Quién fue el “Tío Sam”, el dueño de un matadero al que un equívoco convirtió en símbolo de los EEUU

 

Casi todo el mundo sabe cómo se llama ese personaje de rostro como un puñal, mirada dura, pelo y barba blanca, vestido con una chaqueta azul, camisa blanca y moño rojo, que usa un sombrero de copa rodeado por una banda azul con estrellas. Que apunta al frente con su dedo índice mientras pide, o acaso exige, a todos los que se detengan frente a esa lámina coloreada que se unan al ejército de los Estados Unidos, porque él así lo ordena, lo reclama: el país los necesita. Imagen y nación se funden en esos trazos firmes, en el mensaje.





Por Infobae

La icónica figura, obra del dibujante James Montgomery Flagg, fue publicada por primera vez el 6 de julio de 1916 en la revista Leslie’s Weekly. Y un año después ya representaba a la identidad nacional. Su nombre es Uncle Sam (Tío Sam en inglés), y se transformó en el apodo de todo un país.

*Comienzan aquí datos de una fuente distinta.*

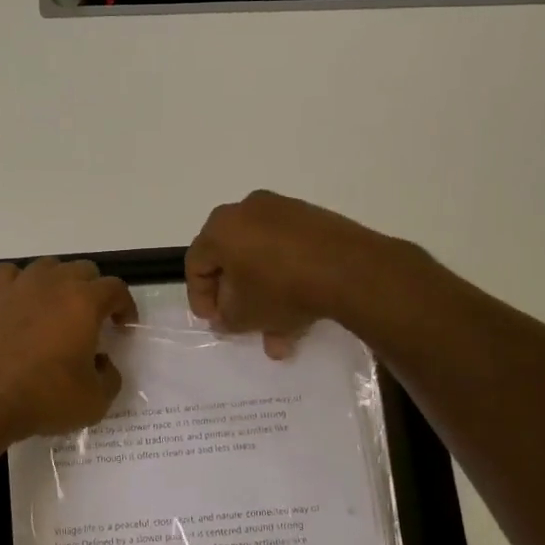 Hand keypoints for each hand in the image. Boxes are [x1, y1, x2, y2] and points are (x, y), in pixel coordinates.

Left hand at [0, 258, 138, 442]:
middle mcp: (54, 283)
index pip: (116, 288)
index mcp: (85, 302)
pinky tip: (21, 303)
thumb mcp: (95, 401)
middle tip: (93, 319)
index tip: (124, 326)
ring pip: (48, 267)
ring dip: (59, 283)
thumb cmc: (44, 397)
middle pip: (83, 270)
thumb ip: (110, 377)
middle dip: (94, 291)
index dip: (125, 305)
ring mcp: (19, 285)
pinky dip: (22, 284)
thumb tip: (102, 363)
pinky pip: (11, 275)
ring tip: (57, 309)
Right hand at [185, 190, 394, 356]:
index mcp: (221, 227)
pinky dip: (289, 280)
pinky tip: (301, 315)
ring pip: (264, 258)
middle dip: (236, 296)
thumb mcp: (243, 314)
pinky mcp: (314, 219)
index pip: (196, 263)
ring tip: (279, 334)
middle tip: (241, 321)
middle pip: (231, 258)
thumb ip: (225, 318)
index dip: (200, 296)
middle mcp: (248, 210)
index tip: (213, 321)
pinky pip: (290, 252)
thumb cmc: (280, 288)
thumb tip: (224, 316)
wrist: (348, 270)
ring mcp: (284, 211)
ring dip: (266, 296) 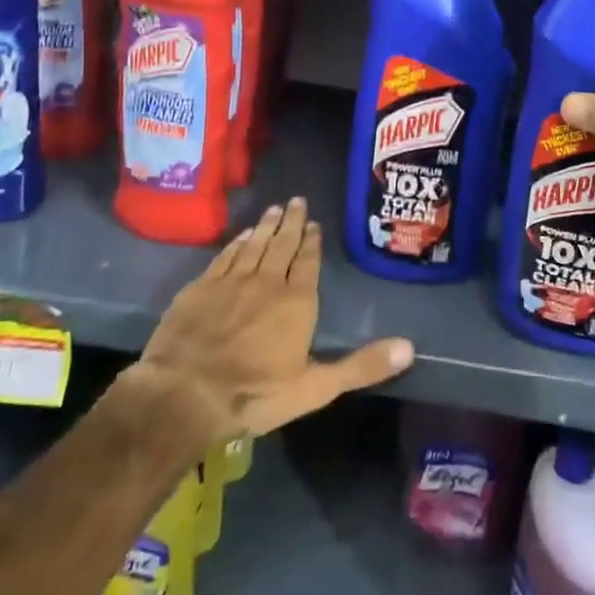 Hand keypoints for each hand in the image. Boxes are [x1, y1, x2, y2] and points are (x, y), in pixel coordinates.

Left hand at [134, 198, 414, 438]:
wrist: (184, 394)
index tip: (314, 224)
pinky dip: (235, 243)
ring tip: (273, 209)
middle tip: (296, 200)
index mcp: (297, 301)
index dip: (312, 242)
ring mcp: (231, 281)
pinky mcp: (200, 288)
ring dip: (265, 226)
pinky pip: (224, 256)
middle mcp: (266, 281)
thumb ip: (361, 366)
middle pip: (281, 244)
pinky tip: (240, 236)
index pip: (307, 262)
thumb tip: (410, 348)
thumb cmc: (255, 393)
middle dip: (291, 222)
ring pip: (253, 245)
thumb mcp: (316, 388) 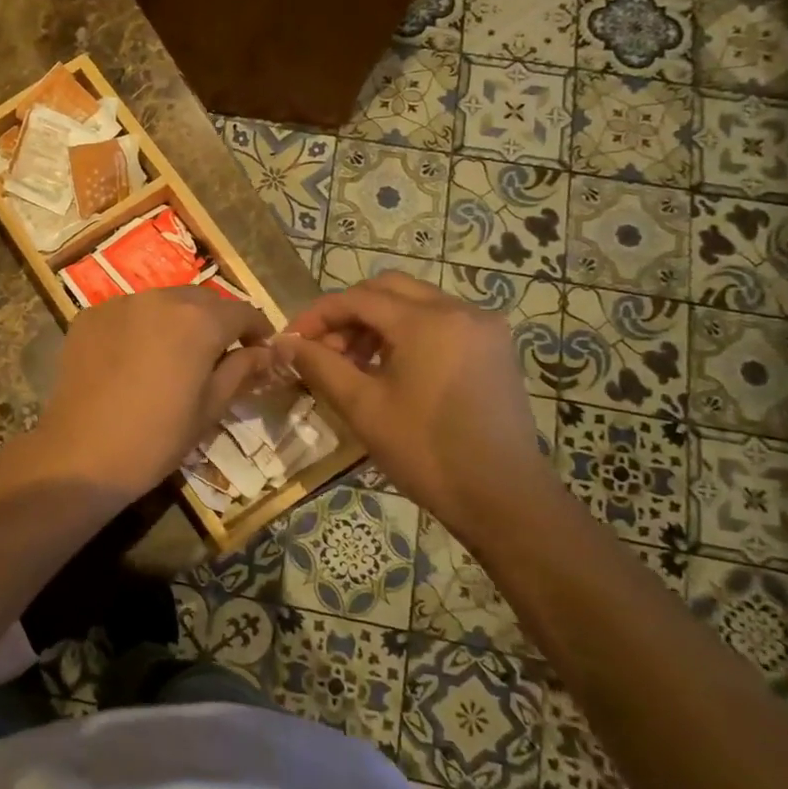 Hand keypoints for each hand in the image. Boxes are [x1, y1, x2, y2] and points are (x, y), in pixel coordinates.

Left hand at [30, 288, 277, 498]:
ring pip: (162, 302)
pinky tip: (136, 356)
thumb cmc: (156, 438)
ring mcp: (120, 303)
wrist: (82, 454)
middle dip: (217, 321)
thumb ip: (241, 370)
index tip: (260, 350)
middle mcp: (160, 298)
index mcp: (198, 320)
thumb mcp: (210, 408)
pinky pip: (127, 312)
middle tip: (220, 353)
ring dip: (177, 320)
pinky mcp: (89, 316)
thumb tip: (266, 352)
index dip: (256, 330)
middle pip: (201, 300)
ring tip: (176, 353)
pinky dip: (140, 326)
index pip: (241, 311)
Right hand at [273, 273, 558, 542]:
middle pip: (388, 290)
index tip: (291, 342)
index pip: (357, 298)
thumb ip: (319, 365)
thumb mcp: (362, 407)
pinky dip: (406, 333)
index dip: (317, 316)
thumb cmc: (426, 451)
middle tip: (322, 349)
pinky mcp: (493, 349)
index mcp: (427, 321)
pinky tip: (389, 369)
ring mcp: (483, 328)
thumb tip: (284, 344)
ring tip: (351, 363)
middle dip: (347, 313)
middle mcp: (460, 310)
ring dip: (376, 323)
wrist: (504, 498)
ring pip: (414, 303)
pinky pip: (439, 322) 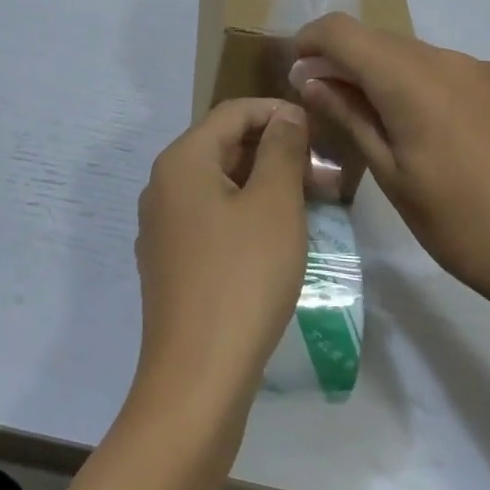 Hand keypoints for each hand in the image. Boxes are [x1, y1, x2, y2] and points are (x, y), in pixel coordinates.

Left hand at [133, 99, 310, 412]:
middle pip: (225, 147)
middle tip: (326, 177)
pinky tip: (279, 238)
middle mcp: (163, 186)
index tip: (320, 132)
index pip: (232, 112)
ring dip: (267, 186)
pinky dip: (247, 215)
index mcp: (182, 161)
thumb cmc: (242, 278)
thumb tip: (286, 115)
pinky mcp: (171, 262)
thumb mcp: (275, 205)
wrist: (197, 377)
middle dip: (277, 153)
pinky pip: (212, 219)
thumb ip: (282, 150)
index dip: (278, 113)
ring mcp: (163, 227)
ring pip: (221, 186)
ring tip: (313, 206)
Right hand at [292, 13, 489, 340]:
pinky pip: (466, 77)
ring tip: (400, 135)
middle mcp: (453, 60)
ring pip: (426, 61)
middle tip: (338, 109)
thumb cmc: (469, 228)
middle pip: (385, 43)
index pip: (343, 31)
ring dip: (397, 81)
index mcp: (412, 79)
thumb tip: (311, 79)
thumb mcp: (395, 179)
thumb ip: (350, 119)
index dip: (311, 41)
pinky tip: (457, 145)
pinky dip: (440, 93)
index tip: (299, 72)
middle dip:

Pero no nació en un salón elegante de Filadelfia o de Boston, ni fue tampoco producto de la sesera de algún publicista. El apelativo surgió un siglo antes de tomar cuerpo en esa imagen, entre el barro, la sangre, la grasa y la piel de la carne de vaca y de cerdo, las maderas y los aros de hierro de los barriles en que se las envasaba, y un sonoro chiste entre los trabajadores de un matadero de Troy, un suburbio de Albany, la capital del estado de Nueva York.

El anuncio publicitario fue una de las piezas de marketing más eficaces de la historia. En 1917, del póster del “Tío Sam” se hicieron cuatro millones de copias, que se distribuyeron para la campaña de reclutamiento de las tropas norteamericanas que irían a combatir en la Primera Guerra Mundial. Para componer el cartel, Flagg se inspiró en la que utilizaron los británicos unos años antes, con el mismo fin y para esa misma contienda. En Inglaterra, como modelo usaron el rostro redondo y los rotundos mostachos del secretario de guerra Lord Herbert Kirtchener, alguien que Margaret Tennant, la esposa del primer ministro Herbert Asquith, definió con exquisito humor inglés: “No se si es un gran hombre, pero sí que es un gran póster”.